§ Exercise aim
Search the data for "North" and copy every matching line.

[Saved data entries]
*** Begin section ***

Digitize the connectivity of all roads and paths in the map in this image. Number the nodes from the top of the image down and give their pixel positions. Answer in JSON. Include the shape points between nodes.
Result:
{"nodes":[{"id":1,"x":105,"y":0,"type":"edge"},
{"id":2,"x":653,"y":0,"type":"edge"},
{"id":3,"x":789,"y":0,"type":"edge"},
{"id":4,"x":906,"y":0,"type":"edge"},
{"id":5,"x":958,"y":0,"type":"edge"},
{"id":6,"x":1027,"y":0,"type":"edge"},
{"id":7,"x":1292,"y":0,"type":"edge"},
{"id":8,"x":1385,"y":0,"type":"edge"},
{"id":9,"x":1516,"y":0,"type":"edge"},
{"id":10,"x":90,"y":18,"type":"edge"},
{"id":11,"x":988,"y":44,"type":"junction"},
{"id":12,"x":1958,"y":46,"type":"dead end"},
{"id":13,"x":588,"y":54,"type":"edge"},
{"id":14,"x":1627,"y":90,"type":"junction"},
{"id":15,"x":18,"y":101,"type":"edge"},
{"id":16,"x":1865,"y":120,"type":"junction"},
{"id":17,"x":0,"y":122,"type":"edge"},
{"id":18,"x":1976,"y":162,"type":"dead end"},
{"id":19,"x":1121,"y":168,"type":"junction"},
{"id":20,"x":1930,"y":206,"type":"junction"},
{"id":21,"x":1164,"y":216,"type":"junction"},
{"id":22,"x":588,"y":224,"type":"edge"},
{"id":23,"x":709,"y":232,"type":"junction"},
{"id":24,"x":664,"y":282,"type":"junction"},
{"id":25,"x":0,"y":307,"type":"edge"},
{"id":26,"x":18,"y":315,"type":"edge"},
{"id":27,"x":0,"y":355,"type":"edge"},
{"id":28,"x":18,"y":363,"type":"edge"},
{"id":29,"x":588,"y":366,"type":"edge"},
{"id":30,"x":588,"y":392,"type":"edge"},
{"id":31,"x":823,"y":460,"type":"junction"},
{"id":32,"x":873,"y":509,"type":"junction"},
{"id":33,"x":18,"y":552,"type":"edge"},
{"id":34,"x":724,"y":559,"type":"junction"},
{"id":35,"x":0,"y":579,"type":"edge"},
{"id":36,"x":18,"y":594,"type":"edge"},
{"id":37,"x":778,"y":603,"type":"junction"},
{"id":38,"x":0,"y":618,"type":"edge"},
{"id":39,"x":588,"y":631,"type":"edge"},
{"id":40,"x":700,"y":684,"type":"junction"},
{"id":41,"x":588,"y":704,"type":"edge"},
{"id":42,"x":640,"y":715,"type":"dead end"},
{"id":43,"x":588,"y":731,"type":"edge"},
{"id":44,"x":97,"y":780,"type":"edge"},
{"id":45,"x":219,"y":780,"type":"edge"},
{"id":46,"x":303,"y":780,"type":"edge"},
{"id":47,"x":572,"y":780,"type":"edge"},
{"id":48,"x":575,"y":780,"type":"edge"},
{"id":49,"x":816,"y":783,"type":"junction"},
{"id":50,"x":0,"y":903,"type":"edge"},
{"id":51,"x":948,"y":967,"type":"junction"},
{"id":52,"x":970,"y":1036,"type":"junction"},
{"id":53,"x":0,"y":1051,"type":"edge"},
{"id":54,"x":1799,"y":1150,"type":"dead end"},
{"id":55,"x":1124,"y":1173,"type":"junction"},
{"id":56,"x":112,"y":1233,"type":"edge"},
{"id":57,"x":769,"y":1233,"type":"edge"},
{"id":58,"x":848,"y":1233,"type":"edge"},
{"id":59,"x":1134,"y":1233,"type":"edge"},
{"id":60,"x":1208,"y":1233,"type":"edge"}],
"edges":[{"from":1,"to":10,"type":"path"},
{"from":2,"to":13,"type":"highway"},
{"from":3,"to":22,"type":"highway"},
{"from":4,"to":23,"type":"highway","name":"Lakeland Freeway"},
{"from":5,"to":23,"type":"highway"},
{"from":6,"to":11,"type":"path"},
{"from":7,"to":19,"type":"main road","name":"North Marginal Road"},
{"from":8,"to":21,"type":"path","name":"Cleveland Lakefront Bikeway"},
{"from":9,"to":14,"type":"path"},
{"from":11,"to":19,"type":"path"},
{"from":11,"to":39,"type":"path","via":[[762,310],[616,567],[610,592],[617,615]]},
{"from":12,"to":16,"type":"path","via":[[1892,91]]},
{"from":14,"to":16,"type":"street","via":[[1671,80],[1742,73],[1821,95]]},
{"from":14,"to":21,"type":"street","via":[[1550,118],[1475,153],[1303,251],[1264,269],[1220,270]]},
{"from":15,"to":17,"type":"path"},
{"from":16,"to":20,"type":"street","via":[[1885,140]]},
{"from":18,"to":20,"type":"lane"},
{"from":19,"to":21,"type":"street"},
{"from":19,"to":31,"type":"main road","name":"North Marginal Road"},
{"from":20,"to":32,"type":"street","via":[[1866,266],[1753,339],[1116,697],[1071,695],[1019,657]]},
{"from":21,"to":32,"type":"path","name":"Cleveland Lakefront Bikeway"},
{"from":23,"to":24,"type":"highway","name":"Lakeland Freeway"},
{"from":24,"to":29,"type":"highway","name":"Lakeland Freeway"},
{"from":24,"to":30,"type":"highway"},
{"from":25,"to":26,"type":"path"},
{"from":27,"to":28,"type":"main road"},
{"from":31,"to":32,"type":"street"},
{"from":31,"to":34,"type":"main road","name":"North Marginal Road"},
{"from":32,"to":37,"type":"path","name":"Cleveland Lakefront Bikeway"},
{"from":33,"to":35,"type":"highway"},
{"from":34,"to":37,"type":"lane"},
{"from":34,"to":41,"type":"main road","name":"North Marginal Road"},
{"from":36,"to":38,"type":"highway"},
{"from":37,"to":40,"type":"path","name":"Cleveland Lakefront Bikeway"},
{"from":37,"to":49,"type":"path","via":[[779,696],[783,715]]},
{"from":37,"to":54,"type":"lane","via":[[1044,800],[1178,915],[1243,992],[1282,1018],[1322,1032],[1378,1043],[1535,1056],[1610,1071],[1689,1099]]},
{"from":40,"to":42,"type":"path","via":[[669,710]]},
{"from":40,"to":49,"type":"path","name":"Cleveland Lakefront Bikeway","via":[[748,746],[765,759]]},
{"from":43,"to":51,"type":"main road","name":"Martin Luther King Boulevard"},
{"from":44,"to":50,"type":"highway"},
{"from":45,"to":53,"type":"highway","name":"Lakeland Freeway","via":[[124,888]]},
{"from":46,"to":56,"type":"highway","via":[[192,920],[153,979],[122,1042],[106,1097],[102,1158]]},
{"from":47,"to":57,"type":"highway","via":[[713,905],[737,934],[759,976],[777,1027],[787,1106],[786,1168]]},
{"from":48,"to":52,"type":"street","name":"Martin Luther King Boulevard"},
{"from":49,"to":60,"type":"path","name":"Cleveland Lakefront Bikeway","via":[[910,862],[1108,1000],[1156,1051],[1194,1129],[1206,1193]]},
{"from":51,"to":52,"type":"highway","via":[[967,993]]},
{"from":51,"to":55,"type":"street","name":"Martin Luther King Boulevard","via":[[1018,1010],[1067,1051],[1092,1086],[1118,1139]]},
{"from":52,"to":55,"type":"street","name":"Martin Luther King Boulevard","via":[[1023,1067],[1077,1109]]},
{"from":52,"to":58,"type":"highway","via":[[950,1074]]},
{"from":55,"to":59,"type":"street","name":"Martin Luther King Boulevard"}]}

*** End section ***

§ Final answer
{"from":7,"to":19,"type":"main road","name":"North Marginal Road"},
{"from":19,"to":31,"type":"main road","name":"North Marginal Road"},
{"from":31,"to":34,"type":"main road","name":"North Marginal Road"},
{"from":34,"to":41,"type":"main road","name":"North Marginal Road"},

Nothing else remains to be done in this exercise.